Notice how there was no “antiwar” movement during the ’90s, even though we were at war the entire time in Iraq, Haiti, Kosovo, a dab here and there in Afghanistan and Sudan. Then, after 9/11, it was the “Next Vietnam” with a passionate “antiwar” movement with the [New York Times]’s full treasonous participation, just like the good old days. And now, even though the daily death count has matched the highest daily rate we ever saw in Iraq, there is no “antiwar” movement or daily casualty count in all the newspapers. It’s like the “antiwar” movement can be turned off and on like a switch, depending on which party is in the White House.
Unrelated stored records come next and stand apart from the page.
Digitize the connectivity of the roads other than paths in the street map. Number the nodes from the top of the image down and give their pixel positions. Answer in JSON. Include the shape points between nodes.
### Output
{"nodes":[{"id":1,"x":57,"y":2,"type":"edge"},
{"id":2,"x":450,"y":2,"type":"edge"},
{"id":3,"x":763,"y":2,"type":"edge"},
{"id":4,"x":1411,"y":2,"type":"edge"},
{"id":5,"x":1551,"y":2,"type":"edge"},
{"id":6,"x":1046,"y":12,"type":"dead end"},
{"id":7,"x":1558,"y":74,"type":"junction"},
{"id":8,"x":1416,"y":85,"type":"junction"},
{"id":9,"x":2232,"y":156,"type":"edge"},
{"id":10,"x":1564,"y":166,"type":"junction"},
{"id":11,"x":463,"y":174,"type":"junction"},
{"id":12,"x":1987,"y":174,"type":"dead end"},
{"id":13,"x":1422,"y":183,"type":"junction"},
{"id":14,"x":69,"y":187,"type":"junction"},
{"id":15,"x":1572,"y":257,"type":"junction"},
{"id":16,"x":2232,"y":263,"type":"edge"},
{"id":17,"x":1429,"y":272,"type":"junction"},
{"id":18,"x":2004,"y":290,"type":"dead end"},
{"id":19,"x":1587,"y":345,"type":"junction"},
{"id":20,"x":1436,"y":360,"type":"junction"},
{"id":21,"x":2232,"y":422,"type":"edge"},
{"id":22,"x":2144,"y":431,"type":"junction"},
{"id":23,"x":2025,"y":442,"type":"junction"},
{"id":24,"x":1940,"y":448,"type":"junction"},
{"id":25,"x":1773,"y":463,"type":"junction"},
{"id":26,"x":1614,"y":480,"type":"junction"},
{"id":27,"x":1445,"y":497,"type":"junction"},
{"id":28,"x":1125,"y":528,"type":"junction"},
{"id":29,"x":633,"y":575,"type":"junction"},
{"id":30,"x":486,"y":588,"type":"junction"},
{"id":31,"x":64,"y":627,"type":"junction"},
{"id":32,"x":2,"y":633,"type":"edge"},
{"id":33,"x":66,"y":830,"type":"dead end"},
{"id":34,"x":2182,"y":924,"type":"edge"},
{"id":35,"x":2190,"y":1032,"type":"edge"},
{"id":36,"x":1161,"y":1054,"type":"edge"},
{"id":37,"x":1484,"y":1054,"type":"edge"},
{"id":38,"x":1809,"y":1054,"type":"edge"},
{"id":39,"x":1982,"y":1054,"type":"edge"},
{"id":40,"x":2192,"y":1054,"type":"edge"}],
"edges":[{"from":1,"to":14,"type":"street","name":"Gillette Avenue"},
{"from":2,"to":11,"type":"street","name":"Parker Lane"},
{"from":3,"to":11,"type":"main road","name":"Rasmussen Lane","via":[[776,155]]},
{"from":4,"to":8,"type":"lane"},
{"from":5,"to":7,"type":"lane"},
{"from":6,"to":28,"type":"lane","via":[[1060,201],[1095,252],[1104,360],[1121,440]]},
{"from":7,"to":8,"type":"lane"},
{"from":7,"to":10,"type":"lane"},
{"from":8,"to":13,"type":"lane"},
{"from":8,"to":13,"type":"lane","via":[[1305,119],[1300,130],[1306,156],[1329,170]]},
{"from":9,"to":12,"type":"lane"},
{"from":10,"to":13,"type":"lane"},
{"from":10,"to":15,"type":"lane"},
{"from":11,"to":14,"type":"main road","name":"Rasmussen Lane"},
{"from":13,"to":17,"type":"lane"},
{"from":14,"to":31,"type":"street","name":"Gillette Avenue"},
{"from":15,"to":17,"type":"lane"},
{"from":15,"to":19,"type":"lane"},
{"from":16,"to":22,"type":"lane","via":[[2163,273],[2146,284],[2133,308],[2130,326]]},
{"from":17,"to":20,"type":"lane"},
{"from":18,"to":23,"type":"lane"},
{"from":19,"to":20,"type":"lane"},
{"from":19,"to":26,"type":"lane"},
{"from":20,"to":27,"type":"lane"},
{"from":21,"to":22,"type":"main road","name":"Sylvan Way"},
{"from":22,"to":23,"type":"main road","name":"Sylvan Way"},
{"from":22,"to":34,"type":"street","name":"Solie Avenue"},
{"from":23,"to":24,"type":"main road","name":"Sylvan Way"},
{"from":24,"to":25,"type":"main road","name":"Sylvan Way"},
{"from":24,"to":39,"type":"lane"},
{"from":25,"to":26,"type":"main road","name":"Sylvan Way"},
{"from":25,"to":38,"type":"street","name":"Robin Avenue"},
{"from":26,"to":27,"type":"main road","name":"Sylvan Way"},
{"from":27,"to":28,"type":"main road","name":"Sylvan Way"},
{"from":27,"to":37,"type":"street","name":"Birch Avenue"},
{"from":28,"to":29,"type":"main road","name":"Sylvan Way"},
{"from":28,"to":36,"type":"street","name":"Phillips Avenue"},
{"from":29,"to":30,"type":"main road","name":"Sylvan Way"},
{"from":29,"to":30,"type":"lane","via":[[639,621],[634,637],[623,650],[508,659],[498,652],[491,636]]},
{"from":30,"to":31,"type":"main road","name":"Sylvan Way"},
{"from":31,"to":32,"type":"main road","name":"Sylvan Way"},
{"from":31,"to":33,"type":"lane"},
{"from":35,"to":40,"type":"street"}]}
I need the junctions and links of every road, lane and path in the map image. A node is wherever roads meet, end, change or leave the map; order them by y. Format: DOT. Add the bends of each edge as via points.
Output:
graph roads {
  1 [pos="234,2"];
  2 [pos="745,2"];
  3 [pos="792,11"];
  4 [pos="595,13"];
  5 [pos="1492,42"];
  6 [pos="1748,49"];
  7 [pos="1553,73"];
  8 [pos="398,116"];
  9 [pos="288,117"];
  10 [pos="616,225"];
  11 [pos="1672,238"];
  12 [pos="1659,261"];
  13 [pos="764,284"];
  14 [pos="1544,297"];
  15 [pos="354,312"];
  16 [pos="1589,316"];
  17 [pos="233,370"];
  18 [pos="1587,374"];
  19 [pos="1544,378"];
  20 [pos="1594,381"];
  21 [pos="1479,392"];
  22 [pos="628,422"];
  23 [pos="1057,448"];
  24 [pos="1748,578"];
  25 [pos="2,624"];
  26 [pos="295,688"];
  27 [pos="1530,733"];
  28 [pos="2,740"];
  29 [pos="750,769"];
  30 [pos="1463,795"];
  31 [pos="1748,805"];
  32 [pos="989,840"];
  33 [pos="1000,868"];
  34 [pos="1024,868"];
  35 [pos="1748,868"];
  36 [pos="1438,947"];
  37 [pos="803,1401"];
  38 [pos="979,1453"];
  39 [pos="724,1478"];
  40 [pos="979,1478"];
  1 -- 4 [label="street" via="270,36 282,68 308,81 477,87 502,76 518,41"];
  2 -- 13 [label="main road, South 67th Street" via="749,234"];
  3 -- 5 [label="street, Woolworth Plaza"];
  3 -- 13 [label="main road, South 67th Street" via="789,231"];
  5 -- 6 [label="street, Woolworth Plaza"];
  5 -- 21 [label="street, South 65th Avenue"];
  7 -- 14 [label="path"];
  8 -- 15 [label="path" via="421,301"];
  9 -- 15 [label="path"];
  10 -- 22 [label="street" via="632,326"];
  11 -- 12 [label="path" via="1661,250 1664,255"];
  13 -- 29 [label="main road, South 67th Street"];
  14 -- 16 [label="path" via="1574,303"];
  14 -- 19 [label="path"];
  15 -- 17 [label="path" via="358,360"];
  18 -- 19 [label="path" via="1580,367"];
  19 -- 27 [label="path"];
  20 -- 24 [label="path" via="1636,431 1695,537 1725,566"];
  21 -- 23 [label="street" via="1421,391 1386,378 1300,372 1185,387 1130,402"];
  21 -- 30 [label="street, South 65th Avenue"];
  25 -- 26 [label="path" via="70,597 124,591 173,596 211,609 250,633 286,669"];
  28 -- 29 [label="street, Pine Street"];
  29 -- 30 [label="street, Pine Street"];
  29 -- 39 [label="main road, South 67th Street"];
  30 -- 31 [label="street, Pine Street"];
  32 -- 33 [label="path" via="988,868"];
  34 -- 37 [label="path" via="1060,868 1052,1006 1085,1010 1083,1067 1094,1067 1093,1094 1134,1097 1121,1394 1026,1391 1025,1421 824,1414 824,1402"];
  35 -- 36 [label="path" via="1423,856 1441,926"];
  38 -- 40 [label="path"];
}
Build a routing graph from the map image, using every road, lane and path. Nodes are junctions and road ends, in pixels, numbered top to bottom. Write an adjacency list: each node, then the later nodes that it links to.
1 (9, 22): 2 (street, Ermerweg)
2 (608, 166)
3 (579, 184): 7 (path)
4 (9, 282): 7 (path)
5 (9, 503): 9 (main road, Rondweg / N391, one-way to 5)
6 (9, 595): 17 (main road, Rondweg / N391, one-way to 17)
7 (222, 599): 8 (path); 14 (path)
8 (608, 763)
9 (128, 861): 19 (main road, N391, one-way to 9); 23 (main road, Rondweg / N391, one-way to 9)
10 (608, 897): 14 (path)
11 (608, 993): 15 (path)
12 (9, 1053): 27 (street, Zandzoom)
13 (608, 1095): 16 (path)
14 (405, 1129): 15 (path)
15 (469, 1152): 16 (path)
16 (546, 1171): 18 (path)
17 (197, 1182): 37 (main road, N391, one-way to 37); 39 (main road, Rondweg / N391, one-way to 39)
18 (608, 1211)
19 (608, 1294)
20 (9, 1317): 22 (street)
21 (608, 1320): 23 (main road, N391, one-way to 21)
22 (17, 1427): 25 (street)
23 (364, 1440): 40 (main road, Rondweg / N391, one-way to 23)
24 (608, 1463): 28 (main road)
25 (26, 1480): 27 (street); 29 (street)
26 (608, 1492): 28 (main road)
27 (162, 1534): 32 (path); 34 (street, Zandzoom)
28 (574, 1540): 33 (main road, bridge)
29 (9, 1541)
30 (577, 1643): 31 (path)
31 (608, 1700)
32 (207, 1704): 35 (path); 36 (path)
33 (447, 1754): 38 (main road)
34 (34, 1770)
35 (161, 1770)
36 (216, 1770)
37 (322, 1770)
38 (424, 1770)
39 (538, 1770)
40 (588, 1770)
Michael Barone, now of the Washington Examiner, makes a good point:

[T]he idolators who attended Obama events last year seemed entranced by the candidate’s persona, while the tea party participants seemed preoccupied with serious issues of long-term public policy. Which side was more intellectually serious?

When the media covered the crowds that came to see then-candidate Barack Obama speak, it was a sign that average Americans were getting engaged in the political process, a positive thing.

When taxpayers come out in force to express their concern over the financial future of the country, members of the media openly mock them with crude sexual jokes and begin arguing with them while the cameras roll.

When, during the Bush presidency, protesters called the president a terrorist and compared him to Hitler, even accusing him of staging the September 11th attacks, the media took the protesters seriously and certainly never challenged or denigrated them or their cause.

Of course, now that Barack Obama is in office, protesting is not only unhealthy, it’s unpatriotic. And it seems the media will do everything in its power to diminish and demean anyone who dares disagree with our saintly president.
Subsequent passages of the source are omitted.